The presence of Christians in Pachten is indicated by finds such as the Ursus Stone, the tombstone of a three-year-old boy, discovered in the old church. The special meaning of the stone lies in the Chi Rho monogram XP, which was surrounded by two pigeons carved on the stone, in contrast to the other inscriptions. Such inscriptions are very rare in rural areas, since Christianity developed there later than in urban settlements. The peculiar orientation of the church to south-southwest-north-northeast, in the direction of the old Roman road, and the patronage of Maximin of Trier, who died in 346, indicate that already in late antiquity there was a Christian church in Pachten. When the later Romanesque church was torn down for construction of a neo-Gothic church in 1891 tombs from the Merovingian period were also discovered. These Frankish-Merovingian tombs were fenced with Roman stones.
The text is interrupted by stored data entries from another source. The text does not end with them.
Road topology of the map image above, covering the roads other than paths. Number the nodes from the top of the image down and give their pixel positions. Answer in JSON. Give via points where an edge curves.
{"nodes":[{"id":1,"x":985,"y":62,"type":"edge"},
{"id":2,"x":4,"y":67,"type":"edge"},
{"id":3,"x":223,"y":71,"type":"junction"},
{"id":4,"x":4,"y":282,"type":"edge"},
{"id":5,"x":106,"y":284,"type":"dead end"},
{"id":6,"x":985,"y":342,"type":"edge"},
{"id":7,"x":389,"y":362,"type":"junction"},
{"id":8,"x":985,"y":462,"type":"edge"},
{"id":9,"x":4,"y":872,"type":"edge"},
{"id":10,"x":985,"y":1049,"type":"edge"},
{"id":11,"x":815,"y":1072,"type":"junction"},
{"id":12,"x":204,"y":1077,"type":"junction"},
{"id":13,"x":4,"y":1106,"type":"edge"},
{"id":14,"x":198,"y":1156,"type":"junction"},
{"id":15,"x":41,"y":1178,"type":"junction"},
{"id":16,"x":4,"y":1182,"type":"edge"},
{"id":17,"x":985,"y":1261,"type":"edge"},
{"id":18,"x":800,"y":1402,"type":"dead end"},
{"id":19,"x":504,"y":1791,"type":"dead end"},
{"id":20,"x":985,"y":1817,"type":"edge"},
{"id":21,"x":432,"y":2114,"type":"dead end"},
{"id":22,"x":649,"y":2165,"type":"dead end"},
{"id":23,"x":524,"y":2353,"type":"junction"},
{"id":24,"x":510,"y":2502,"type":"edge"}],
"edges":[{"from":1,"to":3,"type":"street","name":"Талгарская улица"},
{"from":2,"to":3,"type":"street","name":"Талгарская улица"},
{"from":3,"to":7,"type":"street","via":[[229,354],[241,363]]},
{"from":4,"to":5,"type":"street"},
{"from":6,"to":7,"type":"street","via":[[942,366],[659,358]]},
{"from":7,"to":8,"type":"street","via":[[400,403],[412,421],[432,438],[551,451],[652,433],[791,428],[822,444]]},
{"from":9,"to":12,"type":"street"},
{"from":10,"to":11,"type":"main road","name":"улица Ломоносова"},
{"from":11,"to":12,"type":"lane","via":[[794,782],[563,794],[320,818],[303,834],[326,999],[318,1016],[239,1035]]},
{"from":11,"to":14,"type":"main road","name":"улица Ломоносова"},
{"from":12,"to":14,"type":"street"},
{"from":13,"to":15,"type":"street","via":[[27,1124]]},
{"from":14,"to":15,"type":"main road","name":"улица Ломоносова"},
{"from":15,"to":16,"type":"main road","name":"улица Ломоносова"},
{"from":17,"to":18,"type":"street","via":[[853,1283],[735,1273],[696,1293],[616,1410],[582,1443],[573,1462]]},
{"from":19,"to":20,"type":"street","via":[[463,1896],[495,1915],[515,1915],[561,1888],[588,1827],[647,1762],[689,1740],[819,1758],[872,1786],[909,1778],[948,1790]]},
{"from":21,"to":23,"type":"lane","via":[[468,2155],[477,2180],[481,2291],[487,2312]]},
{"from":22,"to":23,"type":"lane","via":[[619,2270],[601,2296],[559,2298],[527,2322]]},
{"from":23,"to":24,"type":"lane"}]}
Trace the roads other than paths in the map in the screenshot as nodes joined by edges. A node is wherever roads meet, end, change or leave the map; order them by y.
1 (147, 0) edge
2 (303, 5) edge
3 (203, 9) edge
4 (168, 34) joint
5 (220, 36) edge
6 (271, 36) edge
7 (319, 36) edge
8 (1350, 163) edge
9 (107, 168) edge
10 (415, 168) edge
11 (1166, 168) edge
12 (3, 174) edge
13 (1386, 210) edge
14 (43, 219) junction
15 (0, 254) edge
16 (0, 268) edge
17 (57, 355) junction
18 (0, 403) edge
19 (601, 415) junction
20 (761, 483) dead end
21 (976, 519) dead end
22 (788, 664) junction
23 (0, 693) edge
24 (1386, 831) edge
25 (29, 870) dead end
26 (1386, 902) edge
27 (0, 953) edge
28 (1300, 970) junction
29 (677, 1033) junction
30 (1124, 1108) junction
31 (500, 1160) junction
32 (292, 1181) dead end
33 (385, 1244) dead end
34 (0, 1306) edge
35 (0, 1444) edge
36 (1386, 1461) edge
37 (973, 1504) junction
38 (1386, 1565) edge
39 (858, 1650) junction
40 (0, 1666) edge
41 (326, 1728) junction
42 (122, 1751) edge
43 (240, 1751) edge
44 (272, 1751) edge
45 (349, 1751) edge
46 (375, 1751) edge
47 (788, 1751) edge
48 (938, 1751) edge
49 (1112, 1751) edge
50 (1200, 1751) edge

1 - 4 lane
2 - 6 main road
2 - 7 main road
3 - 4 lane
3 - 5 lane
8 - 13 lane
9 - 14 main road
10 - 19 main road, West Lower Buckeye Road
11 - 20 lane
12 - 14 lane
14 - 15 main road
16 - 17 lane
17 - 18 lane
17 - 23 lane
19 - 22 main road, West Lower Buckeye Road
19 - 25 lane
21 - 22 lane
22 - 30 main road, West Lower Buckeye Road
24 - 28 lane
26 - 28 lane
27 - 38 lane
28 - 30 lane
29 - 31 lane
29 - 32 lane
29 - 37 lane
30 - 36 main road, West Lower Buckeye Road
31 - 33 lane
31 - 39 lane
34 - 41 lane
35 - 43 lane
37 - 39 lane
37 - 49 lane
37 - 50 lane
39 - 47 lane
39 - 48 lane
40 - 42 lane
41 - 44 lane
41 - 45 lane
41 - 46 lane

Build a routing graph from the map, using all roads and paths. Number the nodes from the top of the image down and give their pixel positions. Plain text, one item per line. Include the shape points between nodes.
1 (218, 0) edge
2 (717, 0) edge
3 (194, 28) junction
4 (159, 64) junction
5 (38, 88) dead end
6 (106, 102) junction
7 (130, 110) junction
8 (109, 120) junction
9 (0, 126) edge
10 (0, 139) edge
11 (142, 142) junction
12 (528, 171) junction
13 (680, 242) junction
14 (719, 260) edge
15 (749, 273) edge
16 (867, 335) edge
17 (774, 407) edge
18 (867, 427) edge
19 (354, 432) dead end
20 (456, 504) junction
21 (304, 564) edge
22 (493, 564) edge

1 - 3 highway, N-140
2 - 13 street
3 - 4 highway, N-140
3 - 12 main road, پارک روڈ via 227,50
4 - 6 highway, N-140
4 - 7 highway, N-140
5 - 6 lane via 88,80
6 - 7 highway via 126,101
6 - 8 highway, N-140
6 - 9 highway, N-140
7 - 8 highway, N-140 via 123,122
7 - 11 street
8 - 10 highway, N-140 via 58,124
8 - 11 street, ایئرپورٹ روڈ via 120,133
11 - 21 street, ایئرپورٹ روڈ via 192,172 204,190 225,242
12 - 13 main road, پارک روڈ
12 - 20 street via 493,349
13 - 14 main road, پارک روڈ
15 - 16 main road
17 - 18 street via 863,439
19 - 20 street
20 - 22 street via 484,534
Based on further grave finds in the vicinity of today's church it appears that Pachten in the post-Roman period, lay in ruins only a short time, if at all, and was repopulated by at least the 7th century.

==Finds==
Systematic investigations in the 20th century have to date uncovered more than 560 graves and the remains of temples, theaters, villas and houses. Most date to the third and fourth centuries AD. A wealth of glass, metal objects, remains of colored wall plaster, heaters, and pottery attest to prosperity. During construction work on the Dillinger Hütte site a grave was found in 2009 documenting the change from Celtic to Roman ways of life. The replica of the tombstone of a child attached to the church of St. Maximin in Pachten shows symbols of the role of Christianity at that time. One of the 16 towers of the fort was rebuilt in 2009. Many finds are on display in the Museum Pachten.